(Required work):
Using the data below, show every line where the word "LADERA" occurs.

** Opening Data for processing block **

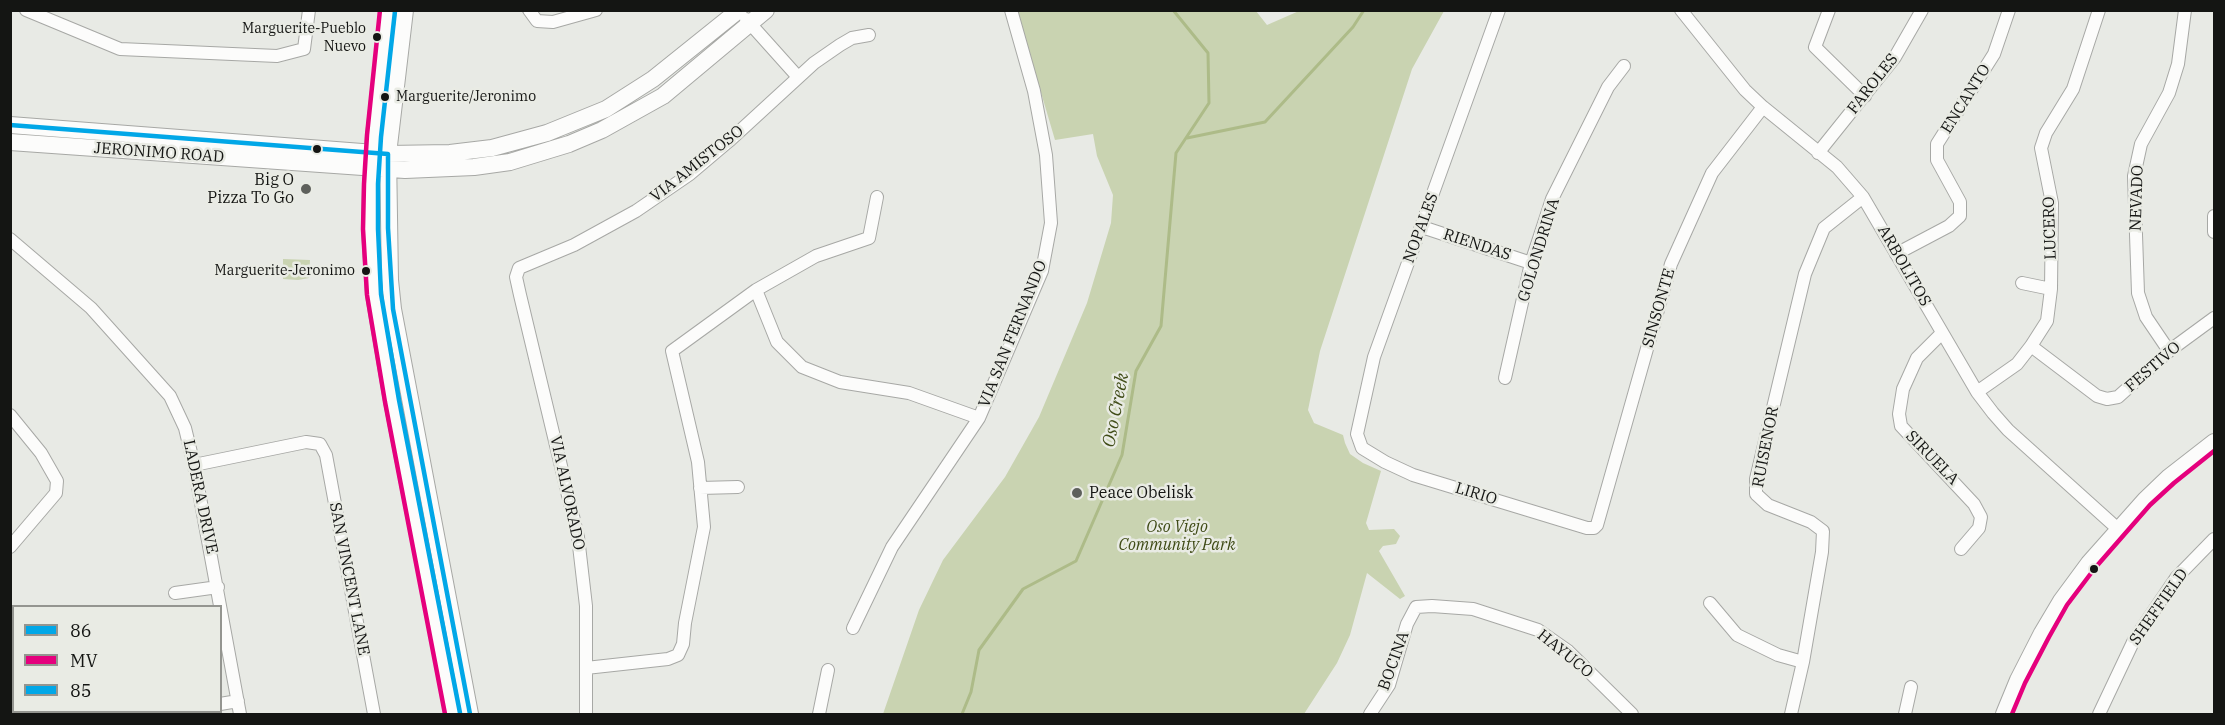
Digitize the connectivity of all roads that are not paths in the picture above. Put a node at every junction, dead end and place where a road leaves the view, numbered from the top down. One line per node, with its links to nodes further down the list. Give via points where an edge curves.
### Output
1 (26, 10): 2 (street, via 120,50 277,56 304,49)
2 (309, 10)
3 (388, 10): 25 (main road)
4 (405, 10): 25 (main road)
5 (529, 10): 6 (street, via 537,21 553,22)
6 (596, 10)
7 (766, 10): 16 (main road, JERONIMO ROAD)
8 (1011, 10): 45 (street, VIA SAN FERNANDO, via 1035,91 1046,155 1051,223 1042,271)
9 (1499, 10): 29 (street, NOPALES)
10 (1681, 10): 21 (street, ARBOLITOS)
11 (1829, 10): 20 (street, via 1815,47)
12 (1922, 10): 20 (street, FAROLES, via 1895,57)
13 (2009, 10): 32 (street, ENCANTO, via 1994,54 1937,144 1937,160 1960,202 1960,216)
14 (2099, 10): 36 (street, LUCERO, via 2073,89 2041,148 2052,203)
15 (2185, 10): 41 (street, NEVADO, via 2178,64 2169,93 2141,144 2134,176 2138,293 2146,317)
16 (743, 15): 19 (street); 25 (main road, JERONIMO ROAD, via 606,109 572,124 492,148)
17 (869, 34): 19 (street, VIA AMISTOSO, via 840,45)
18 (1624, 66): 33 (street, GOLONDRINA, via 1608,87 1552,198)
19 (798, 77): 34 (street, VIA AMISTOSO, via 690,174 636,211 574,245 519,268)
20 (1865, 96): 24 (street, FAROLES)
21 (1763, 107): 24 (street, ARBOLITOS); 51 (street, SINSONTE, via 1712,173 1671,264)
22 (10, 125): 25 (main road, JERONIMO ROAD)
23 (10, 142): 25 (main road, JERONIMO ROAD)
24 (1818, 153): 27 (street, ARBOLITOS, via 1837,167)
25 (380, 161): 71 (main road, via 370,229 379,328); 72 (main road, via 393,309)
26 (877, 197): 37 (street, via 869,238 816,256)
27 (1863, 198): 32 (street, ARBOLITOS); 63 (street, RUISENOR, via 1824,228 1805,274 1756,479 1756,494 1768,505 1811,522 1823,531)
28 (2214, 216): 30 (street)
29 (1422, 227): 33 (street, RIENDAS); 47 (street, NOPALES, via 1374,357 1357,434)
30 (2214, 232)
31 (10, 239): 48 (street, LADERA DRIVE, via 91,308 170,396 185,428)
32 (1896, 254): 39 (street, ARBOLITOS)
33 (1531, 263): 42 (street, GOLONDRINA)
34 (516, 276): 64 (street, VIA ALVORADO, via 578,537 586,606)
35 (2022, 283): 36 (street)
36 (2051, 289): 40 (street, LUCERO, via 2047,321)
37 (756, 290): 45 (street, via 777,342 802,367 840,382 909,393); 50 (street, via 672,351 698,462)
38 (2214, 318): 41 (street, FESTIVO)
39 (1942, 333): 43 (street, ARBOLITOS); 55 (street, SIRUELA, via 1917,358 1903,389 1899,414 1901,426 1974,504 1981,517 1978,528)
40 (2031, 346): 41 (street, FESTIVO, via 2097,396 2107,399 2118,397); 43 (street, LUCERO, via 2017,364)
41 (2169, 351)
42 (1505, 378)
43 (1977, 392): 52 (street, ARBOLITOS, via 2008,430)
44 (10, 415): 54 (street, via 57,481 56,493)
45 (979, 418): 62 (street, VIA SAN FERNANDO, via 892,547)
46 (2214, 442): 52 (main road, via 2169,477)
47 (1362, 448): 51 (street, LIRIO, via 1413,475)
48 (194, 465): 56 (street, LADERA DRIVE); 70 (street, SAN VINCENT LANE, via 306,442 320,444 326,455)
49 (738, 487): 50 (street)
50 (700, 488): 64 (street, via 704,527 678,655)
51 (1594, 528)
52 (2118, 529): 79 (main road, via 2052,616)
53 (2214, 538): 80 (street, SHEFFIELD, via 2175,578 2134,640)
54 (10, 547)
55 (1961, 549)
56 (218, 587): 57 (street); 59 (street, LADERA DRIVE)
57 (175, 593)
58 (1710, 603): 63 (street, via 1737,635)
59 (221, 605)
60 (1416, 607): 75 (street, BOCINA, via 1389,685); 76 (street, HAYUCO, via 1473,609 1538,630 1568,651)
61 (222, 610): 67 (street, LADERA DRIVE)
62 (853, 628)
63 (1803, 662): 77 (street, RUISENOR)
64 (586, 668): 73 (street, VIA ALVORADO)
65 (828, 670): 74 (street)
66 (1911, 687): 78 (street)
67 (238, 701): 68 (street); 69 (street, LADERA DRIVE)
68 (222, 704)
69 (240, 714)
70 (374, 714)
71 (453, 714)
72 (470, 714)
73 (586, 714)
74 (819, 714)
75 (1370, 714)
76 (1632, 714)
77 (1791, 714)
78 (1905, 714)
79 (2004, 714)
80 (2099, 714)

** Closing Data for processing block **

(Exercise solution):
31 (10, 239): 48 (street, LADERA DRIVE, via 91,308 170,396 185,428)
48 (194, 465): 56 (street, LADERA DRIVE); 70 (street, SAN VINCENT LANE, via 306,442 320,444 326,455)
56 (218, 587): 57 (street); 59 (street, LADERA DRIVE)
61 (222, 610): 67 (street, LADERA DRIVE)
67 (238, 701): 68 (street); 69 (street, LADERA DRIVE)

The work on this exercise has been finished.